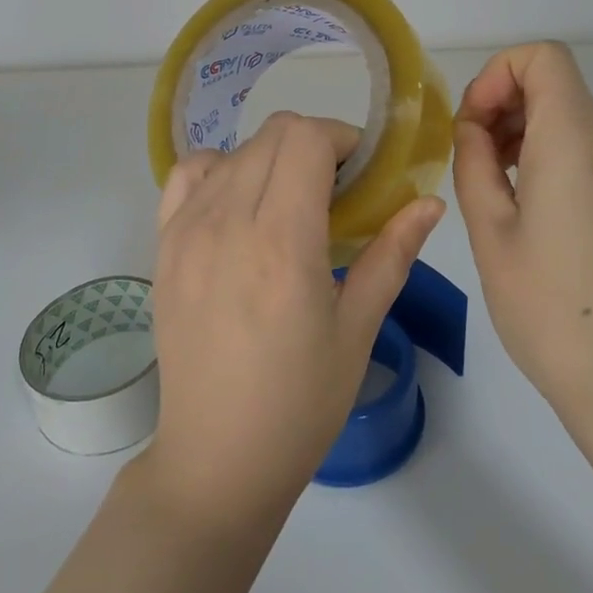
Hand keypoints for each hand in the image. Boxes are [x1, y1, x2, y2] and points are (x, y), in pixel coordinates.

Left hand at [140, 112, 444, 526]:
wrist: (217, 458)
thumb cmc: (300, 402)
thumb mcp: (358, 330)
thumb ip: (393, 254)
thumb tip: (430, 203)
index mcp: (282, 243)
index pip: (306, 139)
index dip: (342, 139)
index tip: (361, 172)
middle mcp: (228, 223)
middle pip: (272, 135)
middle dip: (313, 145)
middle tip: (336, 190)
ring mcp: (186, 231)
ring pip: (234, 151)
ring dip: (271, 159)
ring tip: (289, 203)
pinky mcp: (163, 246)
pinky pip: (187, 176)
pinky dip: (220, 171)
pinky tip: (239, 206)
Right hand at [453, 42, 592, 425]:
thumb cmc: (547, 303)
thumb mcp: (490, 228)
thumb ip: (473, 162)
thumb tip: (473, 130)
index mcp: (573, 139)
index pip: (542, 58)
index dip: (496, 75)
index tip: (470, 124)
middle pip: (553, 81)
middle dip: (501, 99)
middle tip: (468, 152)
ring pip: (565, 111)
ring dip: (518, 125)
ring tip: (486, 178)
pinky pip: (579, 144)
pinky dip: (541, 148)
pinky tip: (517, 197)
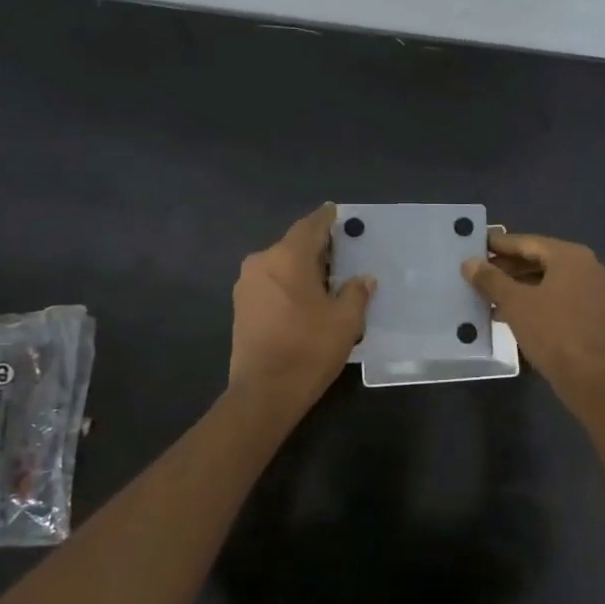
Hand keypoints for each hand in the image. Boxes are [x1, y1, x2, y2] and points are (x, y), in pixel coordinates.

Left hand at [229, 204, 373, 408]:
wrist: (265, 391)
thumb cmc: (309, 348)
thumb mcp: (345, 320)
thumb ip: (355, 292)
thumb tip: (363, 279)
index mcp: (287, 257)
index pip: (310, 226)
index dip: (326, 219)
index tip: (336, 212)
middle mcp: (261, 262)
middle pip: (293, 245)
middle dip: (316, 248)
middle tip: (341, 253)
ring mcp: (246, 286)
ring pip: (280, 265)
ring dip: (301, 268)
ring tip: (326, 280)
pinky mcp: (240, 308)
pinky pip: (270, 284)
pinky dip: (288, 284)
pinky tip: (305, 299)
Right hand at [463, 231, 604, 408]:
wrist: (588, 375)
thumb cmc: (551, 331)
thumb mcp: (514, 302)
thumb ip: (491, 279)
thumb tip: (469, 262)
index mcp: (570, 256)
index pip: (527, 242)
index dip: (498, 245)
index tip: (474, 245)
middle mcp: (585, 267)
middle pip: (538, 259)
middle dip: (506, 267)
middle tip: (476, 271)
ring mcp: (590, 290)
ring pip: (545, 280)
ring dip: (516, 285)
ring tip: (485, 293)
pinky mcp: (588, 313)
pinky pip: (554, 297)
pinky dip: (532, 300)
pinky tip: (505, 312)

### WHAT YOU SHOULD DO
Excluding all pictures, output exactly the lines from the line containing "index tip: (361, 172)" through the last line of the entries above.

### ANSWER SPACE
index tip: (361, 172)
middle mcp: (228, 223)
middle pip: (272, 135)
middle dip: (313, 145)
middle tip: (336, 190)
ring mcp: (186, 231)
ring pip: (234, 151)
ring dip: (271, 159)
ring tip: (289, 203)
pinky mcp: (163, 246)
pinky pip: (187, 176)
pinky dip: (220, 171)
pinky tip: (239, 206)
Right hand at [453, 42, 592, 425]:
thumb cmc: (547, 303)
thumb mcp: (490, 228)
thumb ip: (473, 162)
thumb tip: (473, 130)
index mcp: (573, 139)
index pip: (542, 58)
index dip: (496, 75)
index tip: (470, 124)
middle pip: (553, 81)
middle dip: (501, 99)
middle tip: (468, 152)
ring pip: (565, 111)
ring dip: (518, 125)
ring tip: (486, 178)
pinky pip: (579, 144)
pinky dip: (541, 148)
pinky tip: (517, 197)
Hand keypoints for each hand in the image. Boxes are [x1, y1, x2, y2] and points are (x, y), in pixel coordinates.

Left hand at [229, 204, 373, 408]:
wrist: (265, 391)
thumb cmc: (309, 348)
thumb mcp: (345, 320)
thumb ip: (355, 292)
thumb tip: (363, 279)
index mcp: (287, 257)
index pip: (310, 226)
index dip: (326, 219)
index tip: (336, 212)
middle mcp: (261, 262)
middle pip: (293, 245)
middle dip: (316, 248)
middle tip: (341, 253)
ring mcp: (246, 286)
ring pip: (280, 265)
ring dip: (301, 268)
ring tip: (326, 280)
pinky mcp: (240, 308)
pinky pip: (270, 284)
pinky dip: (288, 284)
pinky tip: (305, 299)
Right hand at [463, 231, 604, 408]:
wrist: (588, 375)
thumb cmc: (551, 331)
thumb mcp: (514, 302)
thumb ip: (491, 279)
thumb tip: (469, 262)
index mcp: (570, 256)
index pip: (527, 242)
index dip: (498, 245)
index tip: (474, 245)
middle mcp: (585, 267)
middle pip: (538, 259)
middle dip: (506, 267)
middle tip: (476, 271)
ring mcp: (590, 290)
ring pip: (545, 280)
ring dip: (516, 285)
ring tip: (485, 293)
pinky mcp: (588, 313)
pinky pip: (554, 297)
pinky dip: (532, 300)
pinky tip: (505, 312)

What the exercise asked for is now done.